The potential scaling of the stoichiometry of ecosystem processes to phytoplankton diversity has major consequences for the trophic transfer of
nutrients in pelagic systems. As aquatic herbivores feed on prey comparably
rich in carbon and low in N and P, a further increase in C:nutrient ratios
with increasing diversity might reduce food quality further, leading to an
increasing stoichiometric mismatch and thus lower rates of prey removal
(Hillebrand et al., 2009a). These stoichiometric consequences of shifts in
plankton diversity for trophic interactions have rarely been assessed so far,
but recent evidence suggests that trophic propagations are likely, but context
dependent. Urabe and Waki (2009) showed that higher phytoplankton diversity mitigated the effects of altered CO2 availability on algal food quality
for primary consumers.
D. Stoichiometry of Ecosystem Functioning
ES has been one of the most successful ecological frameworks in recent
decades.

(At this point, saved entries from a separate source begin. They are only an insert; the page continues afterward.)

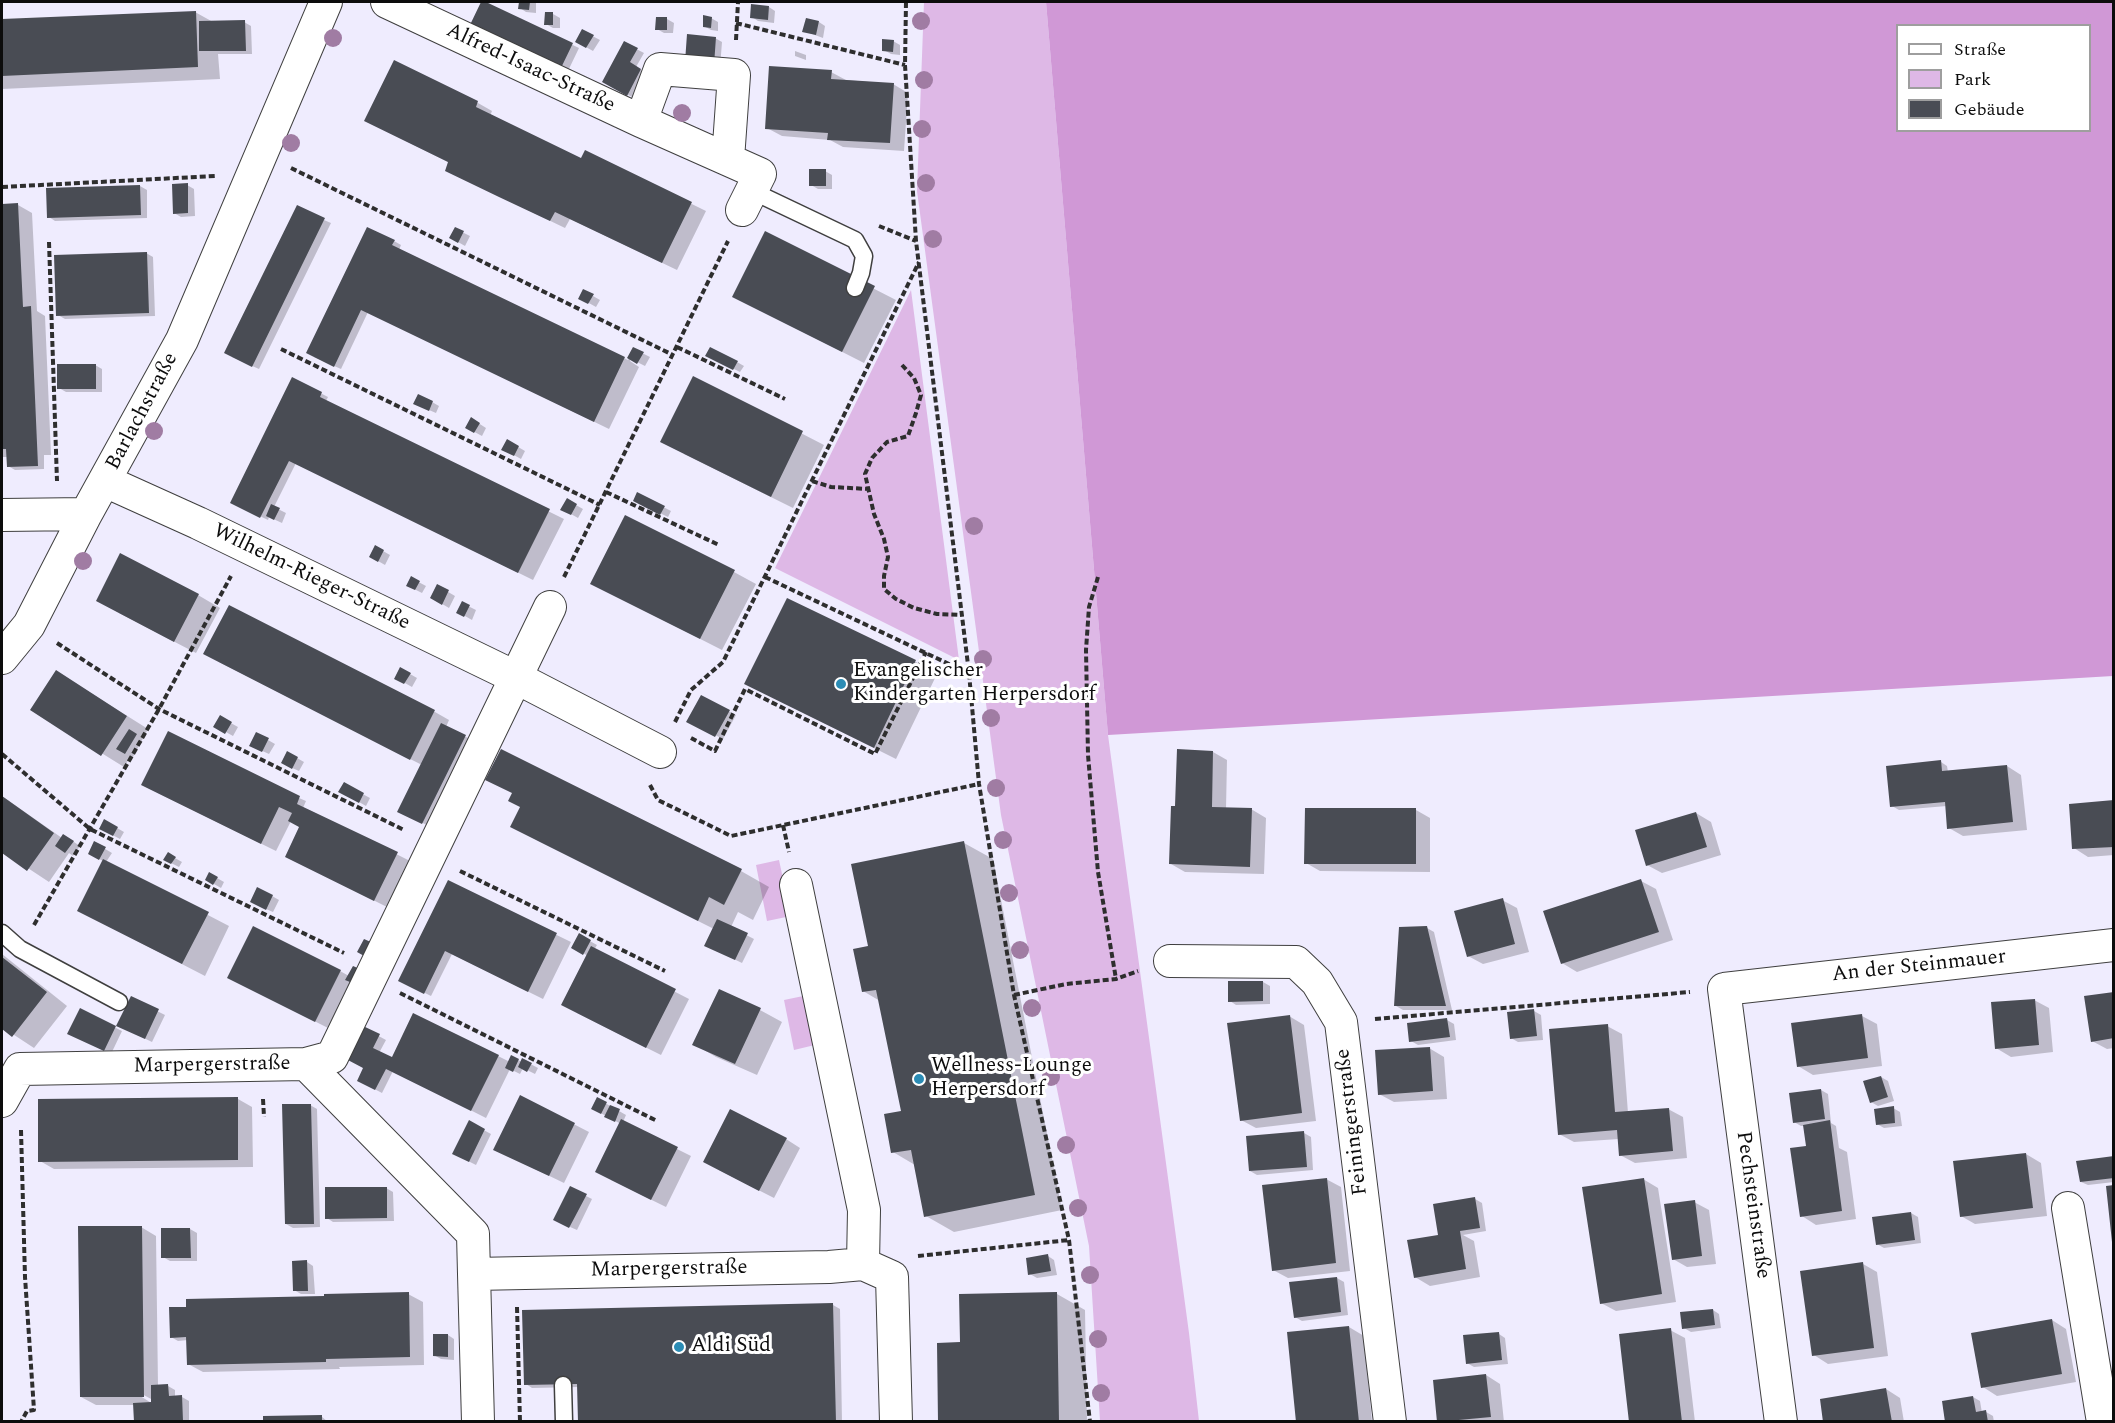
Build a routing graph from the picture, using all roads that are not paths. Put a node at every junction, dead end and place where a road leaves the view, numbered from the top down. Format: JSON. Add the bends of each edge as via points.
{"nodes":[{"id":1,"x":326,"y":2,"type":"edge"},
{"id":2,"x":387,"y":2,"type":"edge"},
{"id":3,"x":641,"y":121,"type":"junction"},
{"id":4,"x":728,"y":159,"type":"junction"},
{"id":5,"x":747,"y":201,"type":"joint"},
{"id":6,"x":855,"y":288,"type":"dead end"},
{"id":7,"x":105,"y":481,"type":"junction"},
{"id":8,"x":72,"y":514,"type":"junction"},
{"id":9,"x":2,"y":515,"type":"edge"},
{"id":10,"x":549,"y":607,"type":"road end"},
{"id":11,"x":2,"y":658,"type":"edge"},
{"id":12,"x":515,"y":678,"type":"junction"},
{"id":13,"x":666,"y":740,"type":"road end"},
{"id":14,"x":796,"y":885,"type":"dead end"},
{"id":15,"x":2,"y":933,"type":"edge"},
{"id":16,"x":2114,"y":945,"type":"edge"},
{"id":17,"x":1170,"y":961,"type":"road end"},
{"id":18,"x":1724,"y":989,"type":"joint"},
{"id":19,"x":119,"y":1002,"type":"dead end"},
{"id":20,"x":306,"y":1064,"type":"junction"},
{"id":21,"x":2,"y":1101,"type":"edge"},
{"id":22,"x":2068,"y":1208,"type":"dead end"},
{"id":23,"x":863,"y":1264,"type":"junction"},
{"id":24,"x":474,"y":1274,"type":"junction"},
{"id":25,"x":563,"y":1385,"type":"dead end"},
{"id":26,"x":478,"y":1422,"type":"edge"},
{"id":27,"x":564,"y":1422,"type":"edge"},
{"id":28,"x":896,"y":1422,"type":"edge"},
{"id":29,"x":1390,"y":1422,"type":"edge"},
{"id":30,"x":1781,"y":1422,"type":"edge"},
{"id":31,"x":2103,"y":1422,"type":"edge"}],
"edges":[{"from":1,"to":7,"type":"street","name":"Barlachstraße","via":[[182,340]]},
{"from":2,"to":3,"type":"street","name":"Alfred-Isaac-Straße"},
{"from":3,"to":4,"type":"street","name":"Alfred-Isaac-Straße"},
{"from":3,"to":4,"type":"street","name":"Alfred-Isaac-Straße","via":[[660,69],[734,75]]},
{"from":4,"to":5,"type":"street","name":"Alfred-Isaac-Straße","via":[[760,174]]},
{"from":5,"to":6,"type":"lane","via":[[855,240],[864,256]]},
{"from":7,"to":8,"type":"street","name":"Barlachstraße"},
{"from":7,"to":12,"type":"street","name":"Wilhelm-Rieger-Straße"},
{"from":8,"to":9,"type":"street"},
{"from":8,"to":11,"type":"street","name":"Barlachstraße","via":[[29,625]]},
{"from":10,"to":12,"type":"street"},
{"from":12,"to":13,"type":"street","name":"Wilhelm-Rieger-Straße"},
{"from":12,"to":20,"type":"street","via":[[332,1057]]},
{"from":14,"to":23,"type":"street","via":[[864,1210]]},
{"from":15,"to":19,"type":"lane","via":[[20,949]]},
{"from":16,"to":18,"type":"street","name":"An der Steinmauer"},
{"from":17,"to":29,"type":"street","name":"Feiningerstraße","via":[[1296,962],[1317,982],[1341,1022]]},
{"from":18,"to":30,"type":"street","name":"Pechsteinstraße"},
{"from":20,"to":21,"type":"street","name":"Marpergerstraße","via":[[20,1069]]},
{"from":20,"to":24,"type":"street","name":"Marpergerstraße","via":[[473,1234]]},
{"from":22,"to":31,"type":"street"},
{"from":23,"to":24,"type":"street","name":"Marpergerstraße"},
{"from":23,"to":28,"type":"street","name":"Marpergerstraße","via":[[892,1278]]},
{"from":24,"to":26,"type":"street","name":"Marpergerstraße"},
{"from":25,"to":27,"type":"lane"}]}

It considers the demand of organisms for and the availability of
multiple elements to make predictions about autotroph and heterotroph
growth, trophic interactions and ecosystem dynamics (Sterner and Elser,
2002). Recent synthesis efforts have highlighted that autotroph growth is
rarely limited by a single element only; instead, the predominance of colimitation allows much larger producer responses to multiple additions than
to the addition of single nutrients (Elser et al., 2007). Such co-limitation can
occur through physiological coupling of uptake processes within individuals,
different growth status between individuals within populations, and different
resource requirements between species within communities (Danger et al.,
2008). It is a central tenet of ES that producers are more flexible than their
consumers in elemental composition. While this is true as a general principle,
there is considerable variation across types of ecosystem and organisms
(Persson et al., 2010). Therefore, nutrient regeneration from animals consuming primary producers has strong stoichiometric constraints (Hillebrand
et al., 2008). Biotic components of ES thus may have strong regulating
influence on the large-scale coupling of biogeochemical cycles for multiple
elements (Lenton and Klausmeier, 2007; Riebesell et al., 2007; Woodward
et al., 2010).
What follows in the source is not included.